L’exposition se termine sur une évocation du leader kanak Jean-Marie Tjibaou. Celui-ci, après avoir été ordonné prêtre et suivi des formations supérieures en métropole, demanda à être relevé de la prêtrise pour se consacrer au développement de son peuple. Il fut assassiné en 1989 par des indépendantistes radicaux, après avoir engagé le pays vers le processus d’autodétermination qui doit s’y dérouler entre 2014 et 2018. Jean-Marie Tjibaou accordait une grande importance à la reconnaissance de l’identité de l’homme et du peuple kanak, à la culture et aux relations apaisées entre les hommes.

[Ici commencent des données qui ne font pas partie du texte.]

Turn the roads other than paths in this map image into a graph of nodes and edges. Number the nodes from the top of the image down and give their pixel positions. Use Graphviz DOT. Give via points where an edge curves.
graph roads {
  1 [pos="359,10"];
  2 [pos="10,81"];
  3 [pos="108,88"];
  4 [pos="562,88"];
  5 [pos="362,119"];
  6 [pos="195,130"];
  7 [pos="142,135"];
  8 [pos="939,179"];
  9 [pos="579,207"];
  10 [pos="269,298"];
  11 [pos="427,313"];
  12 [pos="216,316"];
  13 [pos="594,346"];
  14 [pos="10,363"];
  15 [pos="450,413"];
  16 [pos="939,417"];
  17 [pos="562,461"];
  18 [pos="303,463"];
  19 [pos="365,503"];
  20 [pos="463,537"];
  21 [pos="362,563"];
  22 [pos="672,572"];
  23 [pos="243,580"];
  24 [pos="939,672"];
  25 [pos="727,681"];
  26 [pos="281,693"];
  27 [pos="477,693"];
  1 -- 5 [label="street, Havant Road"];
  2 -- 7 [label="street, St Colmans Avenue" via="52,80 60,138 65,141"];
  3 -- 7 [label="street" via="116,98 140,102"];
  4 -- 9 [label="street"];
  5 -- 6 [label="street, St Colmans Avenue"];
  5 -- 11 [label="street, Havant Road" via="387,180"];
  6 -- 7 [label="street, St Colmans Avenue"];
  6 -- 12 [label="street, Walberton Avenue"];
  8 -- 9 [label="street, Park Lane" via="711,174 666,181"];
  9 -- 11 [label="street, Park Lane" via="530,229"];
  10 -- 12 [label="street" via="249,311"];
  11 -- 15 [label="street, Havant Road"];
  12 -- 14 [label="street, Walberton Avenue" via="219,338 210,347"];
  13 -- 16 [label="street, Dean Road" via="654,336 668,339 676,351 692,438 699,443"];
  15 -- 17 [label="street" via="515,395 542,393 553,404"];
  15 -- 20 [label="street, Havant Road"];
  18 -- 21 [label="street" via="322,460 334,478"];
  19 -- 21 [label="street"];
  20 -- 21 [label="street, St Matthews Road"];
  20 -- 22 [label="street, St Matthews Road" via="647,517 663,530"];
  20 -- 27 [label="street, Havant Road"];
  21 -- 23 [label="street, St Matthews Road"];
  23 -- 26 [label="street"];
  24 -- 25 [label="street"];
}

Témoins ces quelques paroles extraites de ses discours : «La non-reconnaissance qui crée l’insignifiance et l’absence de dialogue ne peut amener qu’au suicide ou à la révolte». «Un peuple qui ne crée plus est un peuple en sursis ; il attend son tour de mourir. Nous refusons ce destin». «Connaître la société pour connaître l’homme. Connaître la langue pour connaître la pensée. Car la parole est la manifestation de l’être ». Ou encore : «Que chacun arrache de son cœur l’arbre de la discorde.» Nos ancêtres jetaient à l’eau l’arbre de deuil, nous le jetterons dans le feu. Nous voulons que soit brûlée la haine, et que soit clair le chemin de notre avenir, et fraternel le cercle que nous ouvrons à tous les peuples». 

 La Nouvelle-Calédonie vient de se choisir une devise : «Terre de parole, Terre de partage» et un hymne : «Soyons unis, devenons frères». Souhaitons-lui de réussir sa transition politique conformément à ses vœux.

L’exposition KANAK, l’Art est une parole, sera présentée à Nouméa du 15 mars au 15 juin 2014.

Par Michel GRANDGUILLOT  

(1) Accords de Matignon signés en 1988 entre Jean-Marie Tjibaou, indépendantiste, Jacques Lafleur, député anti-indépendantiste et le gouvernement français de Michel Rocard. Ils ont prévu une période de développement de dix ans, avec des garanties économiques et institutionnelles pour la communauté kanak, avant que les Néo-calédoniens n’aient à se prononcer sur leur indépendance.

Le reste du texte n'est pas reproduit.